Problem description —
In your copy, reproduce the entries exactly as they are, minus the images.
- - - -
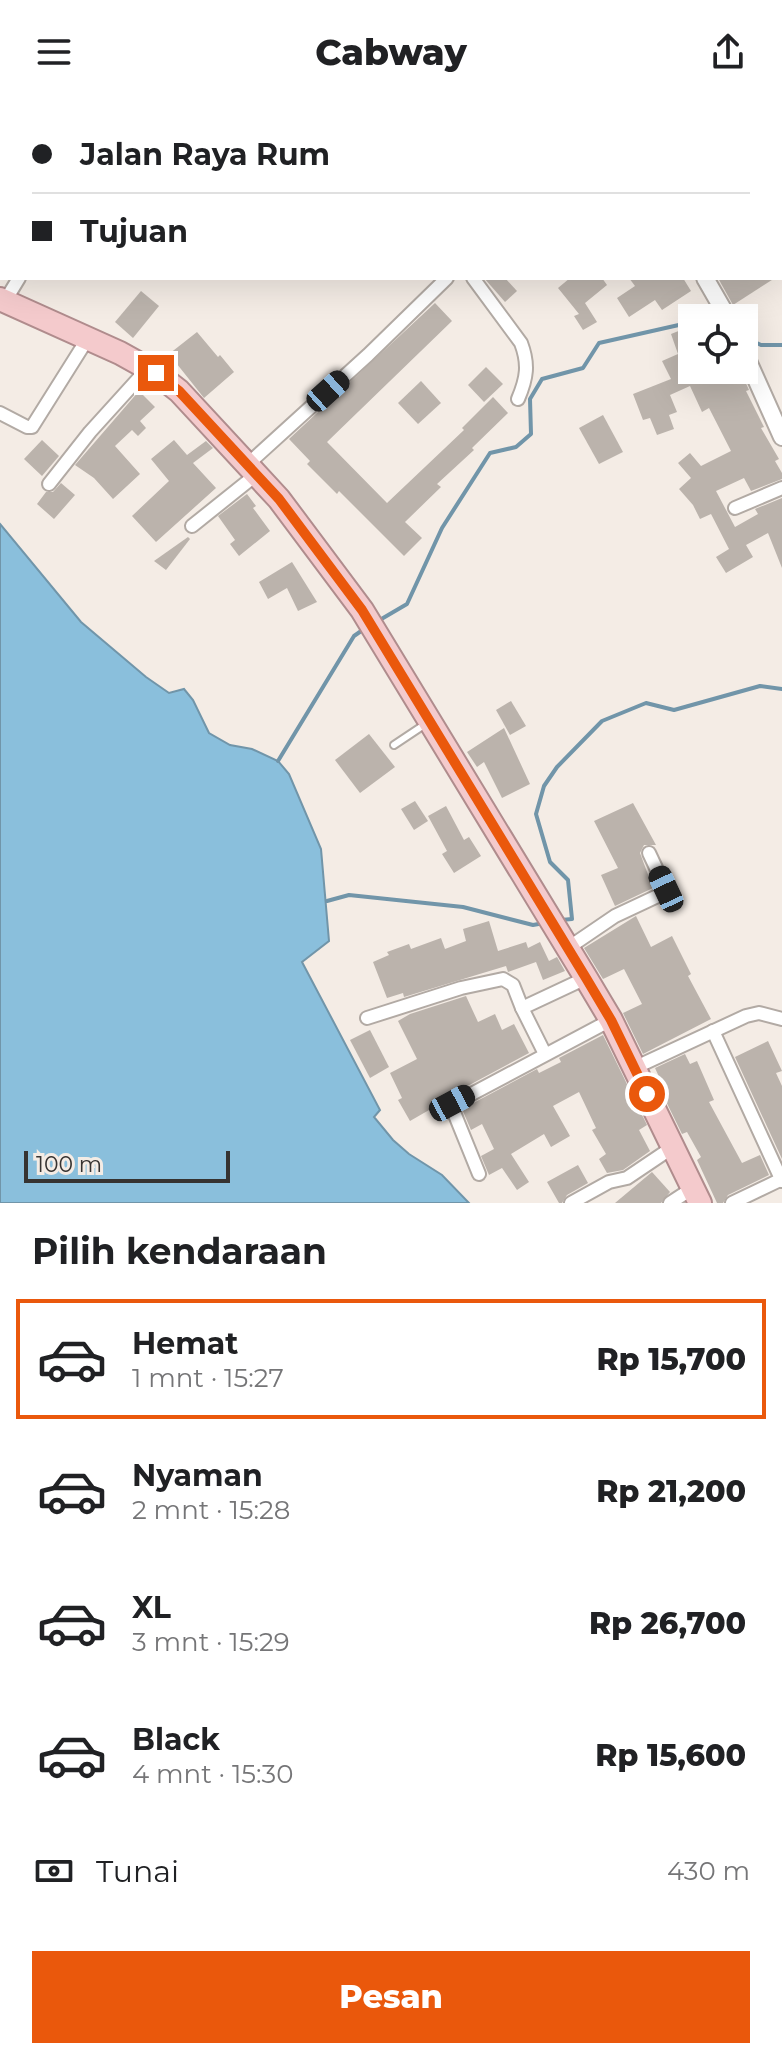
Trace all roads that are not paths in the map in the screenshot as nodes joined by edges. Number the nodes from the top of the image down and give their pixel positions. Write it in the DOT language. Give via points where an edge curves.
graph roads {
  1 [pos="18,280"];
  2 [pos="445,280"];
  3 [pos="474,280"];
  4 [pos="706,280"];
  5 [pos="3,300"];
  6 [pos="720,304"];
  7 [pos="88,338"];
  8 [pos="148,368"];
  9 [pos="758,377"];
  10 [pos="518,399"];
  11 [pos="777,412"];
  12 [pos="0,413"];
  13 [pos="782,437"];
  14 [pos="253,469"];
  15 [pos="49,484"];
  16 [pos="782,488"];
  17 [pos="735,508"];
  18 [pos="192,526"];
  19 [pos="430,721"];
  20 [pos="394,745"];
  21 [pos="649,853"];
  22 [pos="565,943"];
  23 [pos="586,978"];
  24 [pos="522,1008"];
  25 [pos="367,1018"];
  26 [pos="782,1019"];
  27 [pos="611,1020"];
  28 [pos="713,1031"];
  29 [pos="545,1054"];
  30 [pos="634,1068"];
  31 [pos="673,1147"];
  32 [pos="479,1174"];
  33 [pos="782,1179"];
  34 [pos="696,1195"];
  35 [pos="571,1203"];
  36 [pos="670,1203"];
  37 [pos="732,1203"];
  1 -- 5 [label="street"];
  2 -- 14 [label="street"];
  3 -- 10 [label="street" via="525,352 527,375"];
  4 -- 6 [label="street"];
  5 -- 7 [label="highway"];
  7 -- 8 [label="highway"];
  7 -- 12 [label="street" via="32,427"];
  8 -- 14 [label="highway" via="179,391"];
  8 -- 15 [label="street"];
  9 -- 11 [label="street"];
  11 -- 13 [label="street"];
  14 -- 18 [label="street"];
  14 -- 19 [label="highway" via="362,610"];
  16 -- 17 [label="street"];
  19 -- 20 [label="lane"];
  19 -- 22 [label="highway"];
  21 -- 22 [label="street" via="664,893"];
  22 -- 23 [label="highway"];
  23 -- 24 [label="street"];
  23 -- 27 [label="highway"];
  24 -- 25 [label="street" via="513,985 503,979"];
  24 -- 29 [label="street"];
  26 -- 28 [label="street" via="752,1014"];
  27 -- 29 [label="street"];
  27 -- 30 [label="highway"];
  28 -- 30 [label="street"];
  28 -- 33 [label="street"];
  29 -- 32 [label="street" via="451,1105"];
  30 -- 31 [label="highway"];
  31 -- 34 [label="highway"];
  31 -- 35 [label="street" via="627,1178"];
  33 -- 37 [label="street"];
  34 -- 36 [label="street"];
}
- - - -
Response —
Trace all roads that are not paths in the map in the screenshot as nodes joined by edges. Number the nodes from the top of the image down and give their pixel positions. Write it in the DOT language. Give via points where an edge curves.
graph roads {
  1 [pos="18,280"];
  2 [pos="445,280"];
  3 [pos="474,280"];
  4 [pos="706,280"];
  5 [pos="3,300"];
  6 [pos="720,304"];
  7 [pos="88,338"];
  8 [pos="148,368"];
  9 [pos="758,377"];
  10 [pos="518,399"];
  11 [pos="777,412"];
  12 [pos="0,413"];
  13 [pos="782,437"];
  14 [pos="253,469"];
  15 [pos="49,484"];
  16 [pos="782,488"];
  17 [pos="735,508"];
  18 [pos="192,526"];
  19 [pos="430,721"];
  20 [pos="394,745"];
  21 [pos="649,853"];
  22 [pos="565,943"];
  23 [pos="586,978"];
  24 [pos="522,1008"];
  25 [pos="367,1018"];
  26 [pos="782,1019"];
  27 [pos="611,1020"];
  28 [pos="713,1031"];
  29 [pos="545,1054"];
  30 [pos="634,1068"];
  31 [pos="673,1147"];
  32 [pos="479,1174"];
  33 [pos="782,1179"];
  34 [pos="696,1195"];
  35 [pos="571,1203"];
  36 [pos="670,1203"];
  37 [pos="732,1203"];
  1 -- 5 [label="street"];
  2 -- 14 [label="street"];
  3 -- 10 [label="street" via="525,352 527,375"];
  4 -- 6 [label="street"];
  5 -- 7 [label="highway"];
  7 -- 8 [label="highway"];
  7 -- 12 [label="street" via="32,427"];
  8 -- 14 [label="highway" via="179,391"];
  8 -- 15 [label="street"];
  9 -- 11 [label="street"];
  11 -- 13 [label="street"];
  14 -- 18 [label="street"];
  14 -- 19 [label="highway" via="362,610"];
  16 -- 17 [label="street"];
  19 -- 20 [label="lane"];
  19 -- 22 [label="highway"];
  21 -- 22 [label="street" via="664,893"];
  22 -- 23 [label="highway"];
  23 -- 24 [label="street"];
  23 -- 27 [label="highway"];
  24 -- 25 [label="street" via="513,985 503,979"];
  24 -- 29 [label="street"];
  26 -- 28 [label="street" via="752,1014"];
  27 -- 29 [label="street"];
  27 -- 30 [label="highway"];
  28 -- 30 [label="street"];
  28 -- 33 [label="street"];
  29 -- 32 [label="street" via="451,1105"];
  30 -- 31 [label="highway"];
  31 -- 34 [label="highway"];
  31 -- 35 [label="street" via="627,1178"];
  33 -- 37 [label="street"];
  34 -- 36 [label="street"];
}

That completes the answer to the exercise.